Иван не слышал слов. Взял часы. Открыл первую крышку, вторую и застыл, разглядывая крохотные колесики.

— Мастер и есть мастер, — улыбнулся старик, — ну и сынок, Петруша, у тебя…

Без особого труда поправил Иван губернаторские часы. Детали все на месте были, только ось одна сломалась. Выточил ей подобную, потом раскалил добела на угольях и в холодную воду окунул — видел, как кузнецы твердость металлу придают.

После починки губернаторских часов молодой Кулибин был всеми признан часовых дел мастером. Почетные отцы города понесли к нему в ремонт часы и музыкальные шкатулки, и заводных пастушков, и чудных собачонок.
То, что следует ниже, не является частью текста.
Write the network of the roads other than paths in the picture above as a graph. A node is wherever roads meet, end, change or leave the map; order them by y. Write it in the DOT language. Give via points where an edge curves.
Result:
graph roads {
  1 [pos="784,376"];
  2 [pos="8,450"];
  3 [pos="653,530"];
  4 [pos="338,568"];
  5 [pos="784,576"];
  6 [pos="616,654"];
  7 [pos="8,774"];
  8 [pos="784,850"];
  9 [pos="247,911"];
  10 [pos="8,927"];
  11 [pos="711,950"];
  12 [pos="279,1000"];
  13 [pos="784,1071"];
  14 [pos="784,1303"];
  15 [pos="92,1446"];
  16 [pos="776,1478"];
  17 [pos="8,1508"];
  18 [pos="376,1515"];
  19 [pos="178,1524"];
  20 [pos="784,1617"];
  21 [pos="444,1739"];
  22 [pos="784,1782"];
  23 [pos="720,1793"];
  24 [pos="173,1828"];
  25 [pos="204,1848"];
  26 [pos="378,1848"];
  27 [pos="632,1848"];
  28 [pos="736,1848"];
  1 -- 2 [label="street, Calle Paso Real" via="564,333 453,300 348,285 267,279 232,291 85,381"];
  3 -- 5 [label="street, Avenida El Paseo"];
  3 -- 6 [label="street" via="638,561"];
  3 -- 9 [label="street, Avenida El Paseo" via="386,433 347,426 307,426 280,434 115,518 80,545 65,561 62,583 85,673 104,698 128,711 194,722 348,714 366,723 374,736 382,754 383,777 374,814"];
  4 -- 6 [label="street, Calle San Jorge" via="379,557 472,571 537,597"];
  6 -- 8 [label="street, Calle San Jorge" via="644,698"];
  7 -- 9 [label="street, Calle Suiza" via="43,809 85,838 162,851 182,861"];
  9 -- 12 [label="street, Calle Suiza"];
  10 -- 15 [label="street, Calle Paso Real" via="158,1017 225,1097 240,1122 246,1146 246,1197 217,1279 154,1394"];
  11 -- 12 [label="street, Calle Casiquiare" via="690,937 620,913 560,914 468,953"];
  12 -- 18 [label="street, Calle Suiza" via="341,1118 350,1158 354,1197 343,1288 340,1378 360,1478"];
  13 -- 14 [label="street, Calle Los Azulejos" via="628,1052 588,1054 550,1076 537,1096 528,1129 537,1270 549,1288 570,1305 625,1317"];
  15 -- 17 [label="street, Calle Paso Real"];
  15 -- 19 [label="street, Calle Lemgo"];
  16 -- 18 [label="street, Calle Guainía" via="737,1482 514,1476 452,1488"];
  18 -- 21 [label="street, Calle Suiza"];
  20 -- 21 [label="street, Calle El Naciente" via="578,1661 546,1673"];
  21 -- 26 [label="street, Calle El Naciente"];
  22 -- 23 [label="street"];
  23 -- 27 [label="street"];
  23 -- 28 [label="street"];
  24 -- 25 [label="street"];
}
Сначала Ивана забавляли эти вещи. Разбирал, собирал. Смекал, что к чему. Некоторые платили за работу щедро — как-никак губернаторские часы чинил, другие считали каждую копейку. Было обидно, что труд мастера ценился порою ниже бурлацкого. Ивану скоро наскучили старые безделушки, сделанные «на одну колодку». Хотелось чего-то непохожего. Вот, скажем, такие часы, которые бы и время суток показывали, и число, и месяц, и движение небесных светил. Замечал молодой мастер, что в природе все имеет свои закономерности, а следовательно, все может исчисляться временем. Ходил Иван в село Павлово, где мастеровой народ живет. Посмотрел, как из меди статуэтки льют, рукоятки к ножам, подсвечники. Вырежут сначала модель из дерева, потом землей заформуют. Вынут из формы и жидким металлом заполняют пустоту, потом обрабатывают изделие. Думает: «На такой манер и детали для часов можно отливать, дело куда сподручнее пойдет».